I believe they can actually do this, yes

Having said that, I'm willing to come in and give an hour-long presentation to your manager about why that is a painfully stupid idea and how that's going to hurt them not just operationally but financially in the mid-to-long-term.

Actually: I'll come in and do it for my usual 300/hour and if they pay me to explain to them why that's fucking stupid they'll still end up better off after only two months. Confused

Get another job if you can, OP, these people evidently haven't understood the first thing about how businesses work.

Violetroselily · 13/08/2018 17:40

I'd welcome this in my job...people have a tendency to only discuss things face to face or by unrecorded phone call because they don't want their name put to anything

auntyflonono · 13/08/2018 17:46

If he requests that you call him Mr Scribbins then its polite for him to call you Mrs Arkensaw and your colleague Miss Smith. If he is asking you to call him Mr Scribbins and calling you Penny and Sue then that's not on at all.
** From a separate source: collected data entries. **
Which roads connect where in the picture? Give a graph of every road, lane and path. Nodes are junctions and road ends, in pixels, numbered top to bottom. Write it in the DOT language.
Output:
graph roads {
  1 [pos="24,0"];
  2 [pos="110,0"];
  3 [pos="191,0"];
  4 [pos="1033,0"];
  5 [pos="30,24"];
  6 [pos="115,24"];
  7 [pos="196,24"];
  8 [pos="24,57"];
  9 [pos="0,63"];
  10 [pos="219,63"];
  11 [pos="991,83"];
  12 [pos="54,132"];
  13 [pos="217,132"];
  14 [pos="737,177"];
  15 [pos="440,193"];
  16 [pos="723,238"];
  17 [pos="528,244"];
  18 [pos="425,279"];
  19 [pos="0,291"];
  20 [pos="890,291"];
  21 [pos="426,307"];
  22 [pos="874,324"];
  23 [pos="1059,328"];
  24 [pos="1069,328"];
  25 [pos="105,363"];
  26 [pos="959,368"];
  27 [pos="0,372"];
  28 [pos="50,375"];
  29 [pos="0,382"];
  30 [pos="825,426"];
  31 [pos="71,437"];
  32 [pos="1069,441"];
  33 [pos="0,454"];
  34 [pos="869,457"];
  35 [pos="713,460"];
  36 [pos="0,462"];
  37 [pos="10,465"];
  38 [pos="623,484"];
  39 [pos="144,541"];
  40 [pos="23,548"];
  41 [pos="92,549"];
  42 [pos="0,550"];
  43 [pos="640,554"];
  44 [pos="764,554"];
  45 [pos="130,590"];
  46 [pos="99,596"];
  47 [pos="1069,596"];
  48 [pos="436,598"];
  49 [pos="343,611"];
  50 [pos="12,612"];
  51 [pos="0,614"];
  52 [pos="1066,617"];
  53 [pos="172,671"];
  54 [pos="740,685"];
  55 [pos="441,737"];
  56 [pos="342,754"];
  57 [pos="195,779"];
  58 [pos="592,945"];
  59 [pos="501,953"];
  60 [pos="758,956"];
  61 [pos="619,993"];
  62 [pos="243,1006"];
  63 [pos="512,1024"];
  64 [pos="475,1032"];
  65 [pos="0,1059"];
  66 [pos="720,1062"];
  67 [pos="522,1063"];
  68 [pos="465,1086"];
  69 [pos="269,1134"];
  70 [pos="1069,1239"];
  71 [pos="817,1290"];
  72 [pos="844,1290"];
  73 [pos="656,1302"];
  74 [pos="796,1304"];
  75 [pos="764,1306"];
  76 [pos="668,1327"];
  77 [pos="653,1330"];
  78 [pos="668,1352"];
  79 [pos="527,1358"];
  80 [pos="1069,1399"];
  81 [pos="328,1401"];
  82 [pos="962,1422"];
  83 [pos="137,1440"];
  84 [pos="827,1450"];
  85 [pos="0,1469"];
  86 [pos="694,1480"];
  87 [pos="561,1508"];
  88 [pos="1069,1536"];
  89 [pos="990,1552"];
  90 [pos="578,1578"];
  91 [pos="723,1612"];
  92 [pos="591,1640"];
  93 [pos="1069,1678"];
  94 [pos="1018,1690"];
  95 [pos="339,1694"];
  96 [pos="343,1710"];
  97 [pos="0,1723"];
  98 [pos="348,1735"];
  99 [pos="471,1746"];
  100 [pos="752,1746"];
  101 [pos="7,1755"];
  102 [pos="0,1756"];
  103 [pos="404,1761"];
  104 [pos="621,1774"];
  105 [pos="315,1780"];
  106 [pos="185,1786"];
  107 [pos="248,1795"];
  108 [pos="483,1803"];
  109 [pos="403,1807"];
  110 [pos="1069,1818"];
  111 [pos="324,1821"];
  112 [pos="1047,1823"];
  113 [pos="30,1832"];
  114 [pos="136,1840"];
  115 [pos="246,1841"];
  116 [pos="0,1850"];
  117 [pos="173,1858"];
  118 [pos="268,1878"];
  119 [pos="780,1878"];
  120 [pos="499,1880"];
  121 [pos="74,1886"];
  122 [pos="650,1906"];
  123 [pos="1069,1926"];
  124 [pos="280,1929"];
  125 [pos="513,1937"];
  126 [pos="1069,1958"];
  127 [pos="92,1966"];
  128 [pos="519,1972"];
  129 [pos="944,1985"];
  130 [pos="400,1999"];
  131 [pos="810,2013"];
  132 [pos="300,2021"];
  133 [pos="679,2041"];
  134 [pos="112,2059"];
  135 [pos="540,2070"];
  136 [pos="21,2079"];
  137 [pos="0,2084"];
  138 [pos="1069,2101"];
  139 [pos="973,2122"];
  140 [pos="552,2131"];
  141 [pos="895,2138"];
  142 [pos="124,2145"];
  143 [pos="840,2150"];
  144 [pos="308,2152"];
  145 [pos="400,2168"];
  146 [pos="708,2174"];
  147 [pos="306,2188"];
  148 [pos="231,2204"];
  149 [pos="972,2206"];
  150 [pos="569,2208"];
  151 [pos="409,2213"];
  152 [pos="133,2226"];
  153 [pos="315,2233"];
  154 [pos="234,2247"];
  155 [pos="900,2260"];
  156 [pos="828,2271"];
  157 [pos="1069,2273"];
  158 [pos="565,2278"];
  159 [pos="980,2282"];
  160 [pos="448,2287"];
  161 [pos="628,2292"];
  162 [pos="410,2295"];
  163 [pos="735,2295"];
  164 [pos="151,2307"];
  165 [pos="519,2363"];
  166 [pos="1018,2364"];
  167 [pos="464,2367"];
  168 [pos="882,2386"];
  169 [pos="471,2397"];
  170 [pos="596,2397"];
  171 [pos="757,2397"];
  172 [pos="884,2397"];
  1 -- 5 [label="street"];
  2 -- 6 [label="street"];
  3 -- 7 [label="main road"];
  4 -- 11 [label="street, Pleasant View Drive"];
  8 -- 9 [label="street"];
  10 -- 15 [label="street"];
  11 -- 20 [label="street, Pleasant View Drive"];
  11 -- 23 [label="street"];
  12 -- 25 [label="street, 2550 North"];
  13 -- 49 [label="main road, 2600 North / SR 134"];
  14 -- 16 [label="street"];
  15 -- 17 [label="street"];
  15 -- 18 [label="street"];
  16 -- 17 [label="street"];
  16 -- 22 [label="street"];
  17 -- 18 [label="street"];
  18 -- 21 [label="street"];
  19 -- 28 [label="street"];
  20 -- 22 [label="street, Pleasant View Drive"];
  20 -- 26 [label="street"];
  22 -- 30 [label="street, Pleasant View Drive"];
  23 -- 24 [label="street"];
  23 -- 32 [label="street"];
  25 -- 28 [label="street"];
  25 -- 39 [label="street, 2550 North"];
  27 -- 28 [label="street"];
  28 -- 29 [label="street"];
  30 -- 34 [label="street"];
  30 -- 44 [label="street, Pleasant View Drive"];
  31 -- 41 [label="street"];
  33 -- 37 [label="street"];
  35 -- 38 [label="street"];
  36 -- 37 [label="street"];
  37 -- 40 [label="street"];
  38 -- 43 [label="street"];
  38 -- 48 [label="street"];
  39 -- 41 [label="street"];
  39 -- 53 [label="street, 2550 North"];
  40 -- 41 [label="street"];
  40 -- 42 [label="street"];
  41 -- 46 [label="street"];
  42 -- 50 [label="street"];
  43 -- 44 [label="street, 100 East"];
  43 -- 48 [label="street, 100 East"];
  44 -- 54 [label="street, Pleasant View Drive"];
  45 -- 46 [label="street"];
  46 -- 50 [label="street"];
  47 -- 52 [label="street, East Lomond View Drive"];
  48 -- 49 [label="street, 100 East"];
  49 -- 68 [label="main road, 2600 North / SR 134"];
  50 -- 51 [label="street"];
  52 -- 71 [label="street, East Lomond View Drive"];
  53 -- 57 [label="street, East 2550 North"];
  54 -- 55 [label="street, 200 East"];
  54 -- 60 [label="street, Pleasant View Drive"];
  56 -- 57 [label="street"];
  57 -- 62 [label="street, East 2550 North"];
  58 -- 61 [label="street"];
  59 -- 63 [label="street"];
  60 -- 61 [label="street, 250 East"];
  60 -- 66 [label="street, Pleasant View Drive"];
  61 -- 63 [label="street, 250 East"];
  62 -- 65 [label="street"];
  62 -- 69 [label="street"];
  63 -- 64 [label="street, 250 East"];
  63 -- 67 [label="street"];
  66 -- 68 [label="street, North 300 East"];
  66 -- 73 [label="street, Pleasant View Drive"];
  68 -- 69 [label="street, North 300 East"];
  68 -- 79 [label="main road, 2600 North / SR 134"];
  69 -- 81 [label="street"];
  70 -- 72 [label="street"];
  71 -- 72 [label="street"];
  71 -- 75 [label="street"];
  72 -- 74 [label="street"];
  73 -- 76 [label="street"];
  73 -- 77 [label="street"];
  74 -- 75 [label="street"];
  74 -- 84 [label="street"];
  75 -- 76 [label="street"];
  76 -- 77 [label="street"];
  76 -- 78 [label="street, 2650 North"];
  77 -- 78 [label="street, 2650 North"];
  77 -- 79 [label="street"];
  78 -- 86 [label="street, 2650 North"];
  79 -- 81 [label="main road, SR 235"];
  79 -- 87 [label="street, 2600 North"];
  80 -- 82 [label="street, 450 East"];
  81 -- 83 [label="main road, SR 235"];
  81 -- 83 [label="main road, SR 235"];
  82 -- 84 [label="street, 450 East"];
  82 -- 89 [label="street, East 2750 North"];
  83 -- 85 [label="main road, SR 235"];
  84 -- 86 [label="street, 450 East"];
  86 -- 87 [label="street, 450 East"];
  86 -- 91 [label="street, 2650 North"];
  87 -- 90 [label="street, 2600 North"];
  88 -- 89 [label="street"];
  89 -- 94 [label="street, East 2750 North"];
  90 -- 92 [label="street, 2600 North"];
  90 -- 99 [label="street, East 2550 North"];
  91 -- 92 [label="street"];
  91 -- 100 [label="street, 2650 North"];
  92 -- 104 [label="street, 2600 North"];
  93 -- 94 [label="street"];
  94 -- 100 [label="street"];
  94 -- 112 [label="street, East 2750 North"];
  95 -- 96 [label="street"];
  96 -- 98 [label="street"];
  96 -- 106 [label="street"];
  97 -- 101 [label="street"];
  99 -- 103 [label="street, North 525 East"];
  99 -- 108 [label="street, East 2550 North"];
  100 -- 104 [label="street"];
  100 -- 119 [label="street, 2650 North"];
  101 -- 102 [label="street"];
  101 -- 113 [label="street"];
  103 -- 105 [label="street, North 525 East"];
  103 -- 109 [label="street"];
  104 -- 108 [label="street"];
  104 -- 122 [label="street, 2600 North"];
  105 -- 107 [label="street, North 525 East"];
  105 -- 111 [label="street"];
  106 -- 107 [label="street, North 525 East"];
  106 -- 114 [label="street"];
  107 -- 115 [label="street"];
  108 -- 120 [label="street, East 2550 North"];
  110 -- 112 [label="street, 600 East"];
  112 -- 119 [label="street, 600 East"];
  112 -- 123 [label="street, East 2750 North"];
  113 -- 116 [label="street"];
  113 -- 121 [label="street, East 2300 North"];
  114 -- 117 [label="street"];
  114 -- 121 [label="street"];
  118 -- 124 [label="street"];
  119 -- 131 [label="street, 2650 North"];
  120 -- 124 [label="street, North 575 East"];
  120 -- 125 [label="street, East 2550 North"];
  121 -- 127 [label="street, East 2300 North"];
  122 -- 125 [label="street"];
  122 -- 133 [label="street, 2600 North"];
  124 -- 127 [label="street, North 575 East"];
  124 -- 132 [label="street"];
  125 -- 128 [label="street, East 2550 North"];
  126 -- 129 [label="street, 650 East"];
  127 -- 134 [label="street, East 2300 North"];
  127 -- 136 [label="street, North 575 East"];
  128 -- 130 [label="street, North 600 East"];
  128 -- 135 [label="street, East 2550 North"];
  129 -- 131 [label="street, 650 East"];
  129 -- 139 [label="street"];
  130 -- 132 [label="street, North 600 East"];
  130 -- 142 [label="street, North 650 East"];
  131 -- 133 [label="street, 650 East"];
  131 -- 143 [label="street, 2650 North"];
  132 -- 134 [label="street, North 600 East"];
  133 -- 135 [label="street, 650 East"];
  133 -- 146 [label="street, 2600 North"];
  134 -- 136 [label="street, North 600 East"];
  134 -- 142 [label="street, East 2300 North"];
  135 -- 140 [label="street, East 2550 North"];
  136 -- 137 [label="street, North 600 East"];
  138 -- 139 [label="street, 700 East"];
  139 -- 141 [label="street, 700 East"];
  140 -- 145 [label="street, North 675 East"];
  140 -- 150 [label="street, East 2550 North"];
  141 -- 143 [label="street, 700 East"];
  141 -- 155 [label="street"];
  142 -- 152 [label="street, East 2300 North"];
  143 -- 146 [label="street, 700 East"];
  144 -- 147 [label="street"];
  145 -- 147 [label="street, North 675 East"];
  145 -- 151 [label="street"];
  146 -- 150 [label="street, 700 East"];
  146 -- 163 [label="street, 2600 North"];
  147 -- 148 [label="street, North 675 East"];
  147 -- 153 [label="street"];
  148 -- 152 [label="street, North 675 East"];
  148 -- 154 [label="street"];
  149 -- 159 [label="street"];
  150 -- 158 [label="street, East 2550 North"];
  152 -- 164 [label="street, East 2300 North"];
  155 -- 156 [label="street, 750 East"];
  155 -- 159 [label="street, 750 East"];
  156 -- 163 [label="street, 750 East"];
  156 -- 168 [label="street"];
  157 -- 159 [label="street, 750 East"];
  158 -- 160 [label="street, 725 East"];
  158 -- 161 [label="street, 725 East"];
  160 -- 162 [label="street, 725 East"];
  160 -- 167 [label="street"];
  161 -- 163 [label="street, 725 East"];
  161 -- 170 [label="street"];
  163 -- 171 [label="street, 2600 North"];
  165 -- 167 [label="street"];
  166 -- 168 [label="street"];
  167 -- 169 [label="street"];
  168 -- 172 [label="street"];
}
MummaGiles · 13/08/2018 17:46

No advice, but I bet they’re also allowed to monitor your electronic communications...

BitOutOfPractice · 13/08/2018 17:51

How is that even possible? It sounds so grimly Dickensian OP. Get another job

IncrediblySturdyPyjamas · 13/08/2018 17:51

Can you all learn some basic makaton.

The sign for coffee is a big C with your thumb and forefinger, as if you are drinking from your thumb.

The sign for tea is drinking an invisible tea cup with pinky up

ScreamingValenta · 13/08/2018 17:56

How archaic! Where I work, we are actively discouraged from emailing people if they're in the same office - the message is, get up and talk to them.